S. Korea, Japan differ over summit plan amid history dispute

SEOUL, South Korea (AP) — The leaders of South Korea and Japan will meet next week on the sidelines of the U.N. General Assembly in New York, Seoul officials said Thursday, in what would be the countries’ first summit in nearly three years amid tensions over history.

But in an indication of the continuing delicate nature of bilateral ties, Japan denied later Thursday that any agreement on talks had been reached.

An official in South Korean President Yoon Suk Yeol’s office said the two sides had agreed on a meeting between Yoon and Japanese Prime Minister Fumio Kishida and were discussing the exact timing.

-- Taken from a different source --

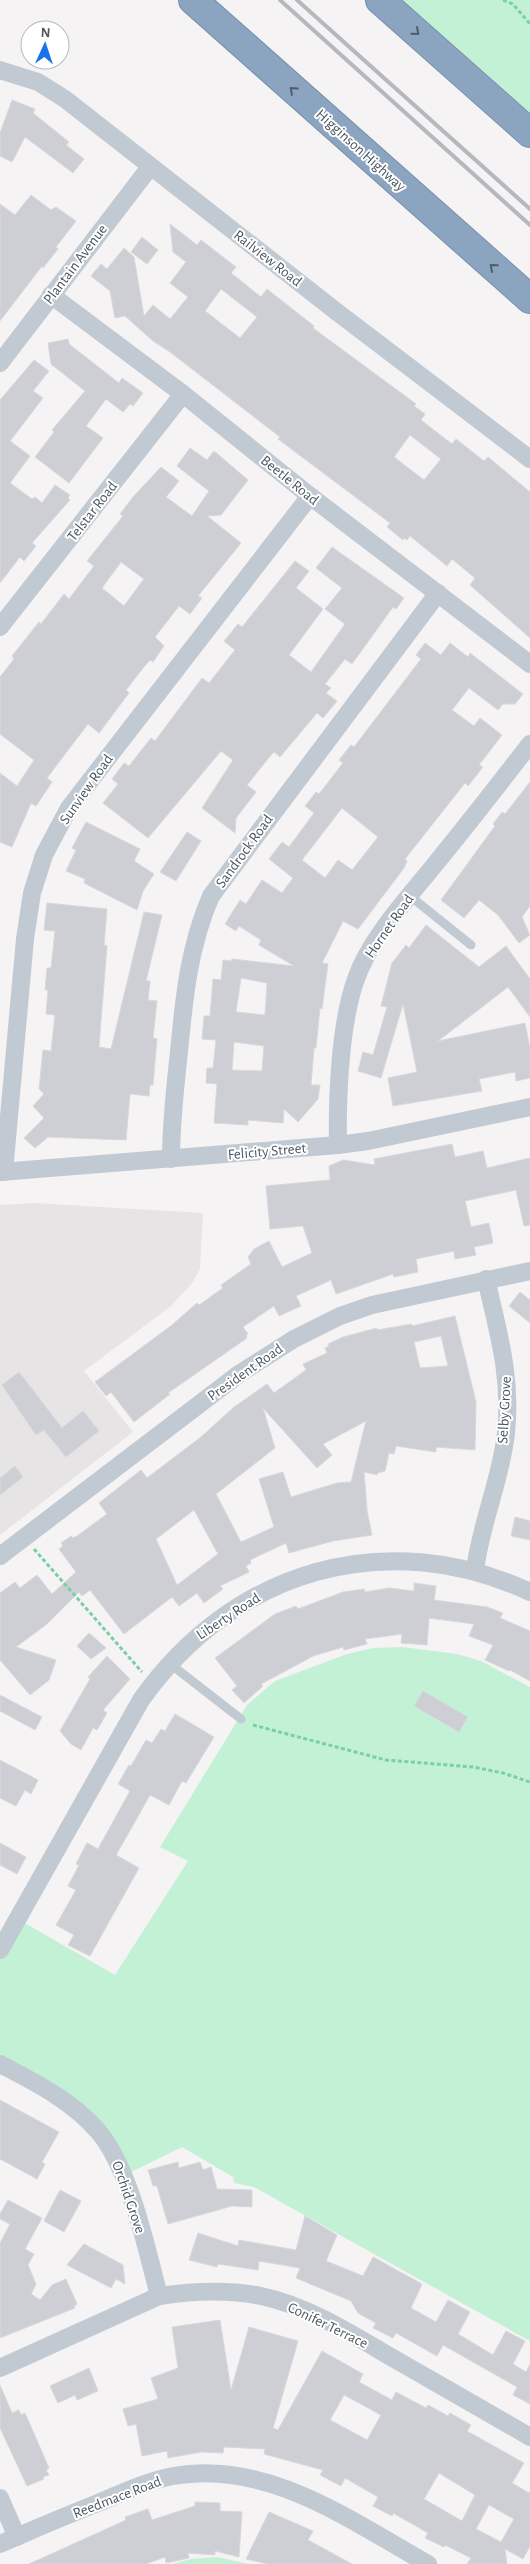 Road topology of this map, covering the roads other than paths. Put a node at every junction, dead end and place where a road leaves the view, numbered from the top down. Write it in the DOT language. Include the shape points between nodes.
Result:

Kim Tae-hyo, a deputy national security director for Yoon, told reporters that the meeting is one of a series that Yoon is pushing to hold with world leaders attending the U.N. General Assembly on Tuesday and Wednesday. He said South Korea and the U.S. have also agreed on a meeting between Yoon and President Joe Biden.

However, in response to a question from The Associated Press about the South Korean announcement, the Japanese Prime Minister’s Office said “there is no such fact.”

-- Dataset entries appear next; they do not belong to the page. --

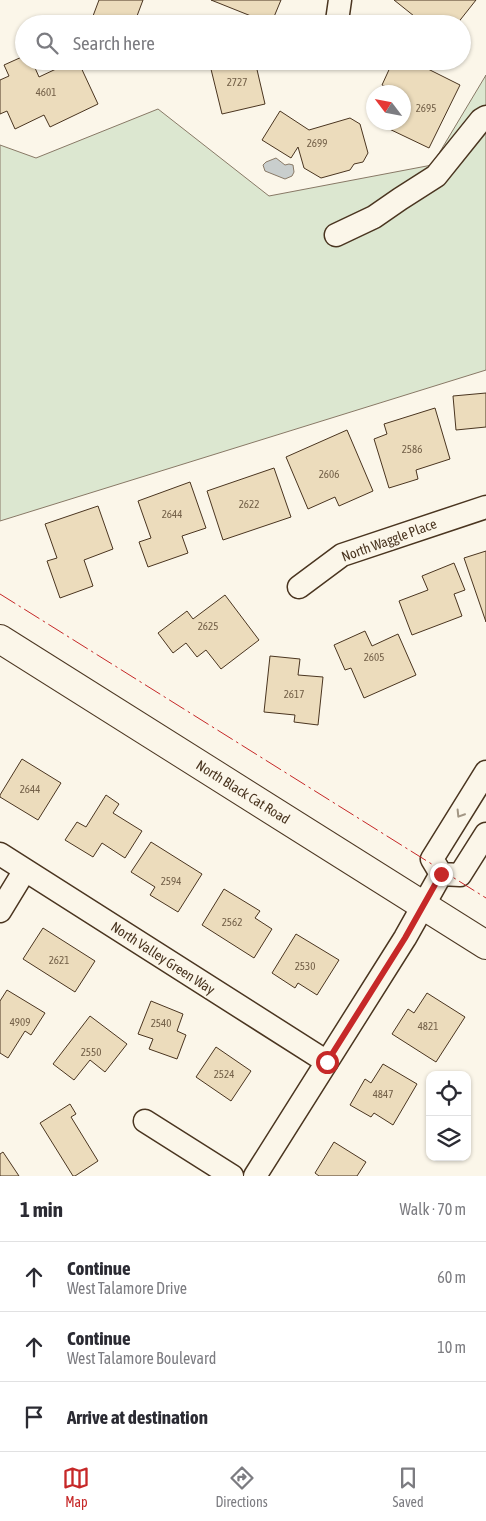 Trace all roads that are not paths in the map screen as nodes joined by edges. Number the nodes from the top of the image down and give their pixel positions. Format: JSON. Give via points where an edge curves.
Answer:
{"nodes":[{"id":1,"x":486,"y":117,"type":"edge"},
{"id":2,"x":336,"y":235,"type":"dead end"},
{"id":3,"x":486,"y":507,"type":"edge"},
{"id":4,"x":299,"y":587,"type":"dead end"},
{"id":5,"x":0,"y":639,"type":"edge"},
{"id":6,"x":486,"y":772,"type":"edge"},
{"id":7,"x":486,"y":834,"type":"edge"},
{"id":8,"x":0,"y":854,"type":"edge"},
{"id":9,"x":26,"y":870,"type":"junction"},
{"id":10,"x":441,"y":874,"type":"junction"},
{"id":11,"x":423,"y":906,"type":"junction"},
{"id":12,"x":0,"y":911,"type":"edge"},
{"id":13,"x":486,"y":945,"type":"edge"},
{"id":14,"x":327,"y":1062,"type":"junction"},
{"id":15,"x":144,"y":1121,"type":"dead end"},
{"id":16,"x":232,"y":1176,"type":"edge"},
{"id":17,"x":255,"y":1176,"type":"edge"}],
"edges":[{"from":1,"to":2,"type":"street","via":[[436,176],[374,217]]},
{"from":3,"to":4,"type":"street","name":"North Waggle Place","via":[[342,555]]},
{"from":5,"to":11,"type":"main road","name":"North Black Cat Road"},
{"from":6,"to":10,"type":"street","one_way":true,"via":[[432,859]]},
{"from":7,"to":10,"type":"street","via":[[460,875]]},
{"from":8,"to":9,"type":"street","name":"North Valley Green Way"},
{"from":9,"to":12,"type":"street"},
{"from":9,"to":14,"type":"street","name":"North Valley Green Way"},
{"from":10,"to":11,"type":"street"},
{"from":11,"to":13,"type":"main road","name":"North Black Cat Road"},
{"from":11,"to":14,"type":"street"},
{"from":14,"to":17,"type":"street"},
{"from":15,"to":16,"type":"street"}]} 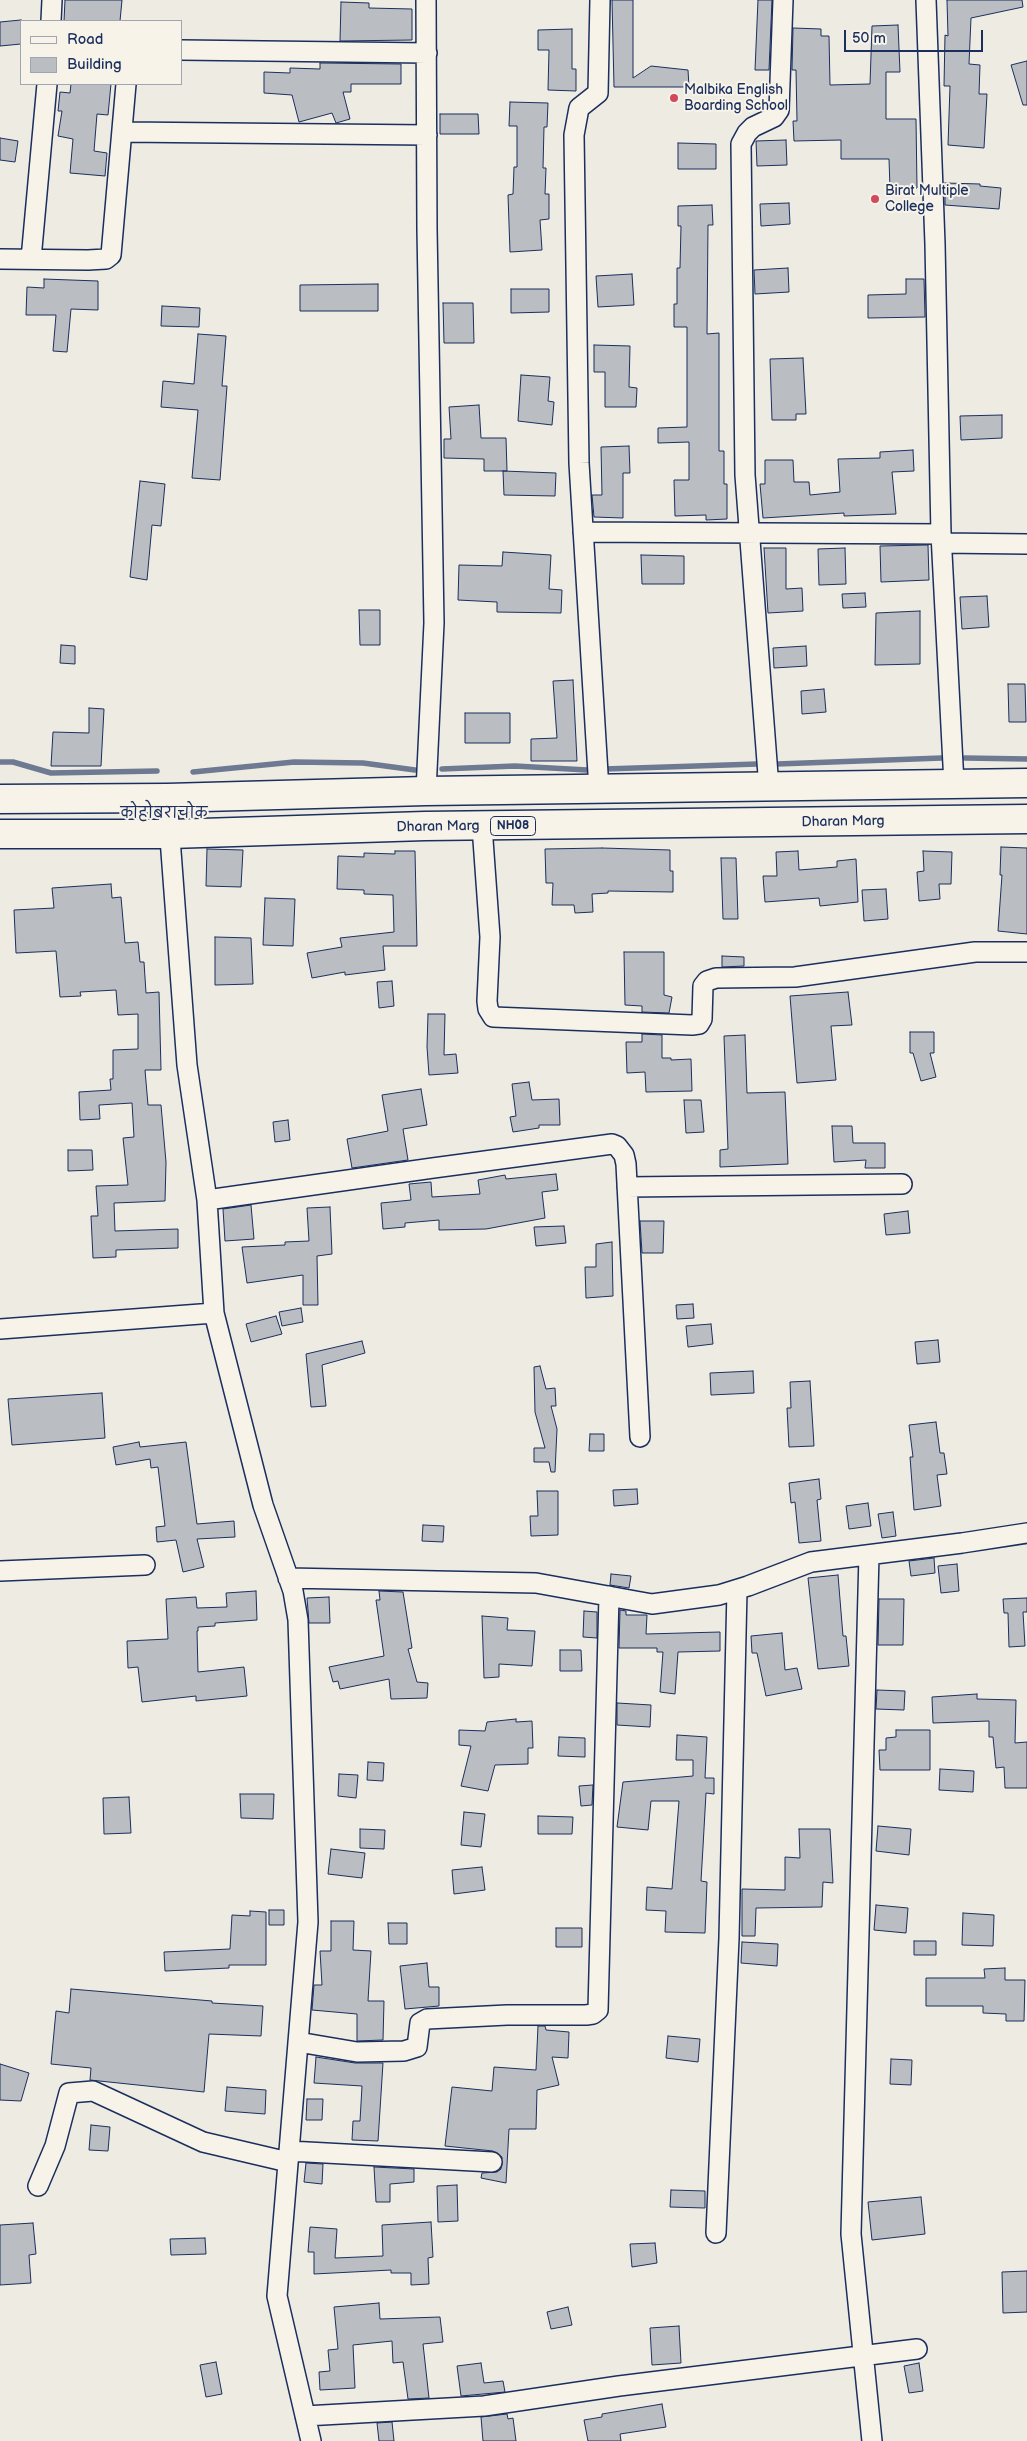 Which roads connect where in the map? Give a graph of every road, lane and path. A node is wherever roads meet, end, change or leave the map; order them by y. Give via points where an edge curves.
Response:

Japanese Chief Cabinet Secretary Hirokazu Matsuno said details of Kishida’s schedule in New York have not been determined. He added, however, that Japan wants to cooperate closely with South Korea to restore healthy relations.

South Korea’s presidential office said it needed to study the Japanese comments before responding.

Japanese officials may have been unhappy over South Korea’s unilateral announcement of a meeting, with details likely still under discussion. It remained unclear whether Yoon and Kishida would meet next week.

Ties between South Korea and Japan, both key U.S. allies, are at their lowest point in decades after South Korean courts ruled in 2018 that two Japanese companies — Nippon Steel and Mitsubishi Heavy Industries — must compensate former Korean employees for forced labor during Japan’s 1910-45 colonial rule of the Korean Peninsula. The companies and the Japanese government have refused to comply with the rulings, arguing that all compensation issues were resolved under a 1965 treaty that normalized ties between the countries and included a payment of $500 million from Japan to South Korea.

The history disputes have spilled over to other areas, with the two countries downgrading each other’s trade status and Seoul threatening to scrap an intelligence-sharing agreement. The wrangling has complicated a U.S.-led attempt to solidify its alliances with its regional partners amid growing Chinese influence and North Korean nuclear threats.

Seoul and Tokyo have been looking to mend their strained ties since the May inauguration of Yoon, a conservative who wants to improve relations with Japan and bolster trilateral Seoul-Tokyo-Washington security cooperation to better cope with the increasing North Korean threats.

It’s unclear if the Yoon-Kishida meeting would produce any immediate breakthrough because it’s unlikely that some former Korean forced laborers and their support groups will accept a deal to settle their legal battles unless the Japanese companies consent to the court decisions.

“Given that the Japanese companies are dismissing the 2018 court rulings, I think it would be too unrealistic and naïve to think there are some other resolutions that can win the consent of the victims,” said Lee Kook Un, head of a support group for some former laborers involved in lawsuits with Mitsubishi Heavy Industries.

The last talks between the leaders of South Korea and Japan occurred in December 2019, when then-South Korean President Moon Jae-in and Japanese Prime Minister Shinzo Abe met in China.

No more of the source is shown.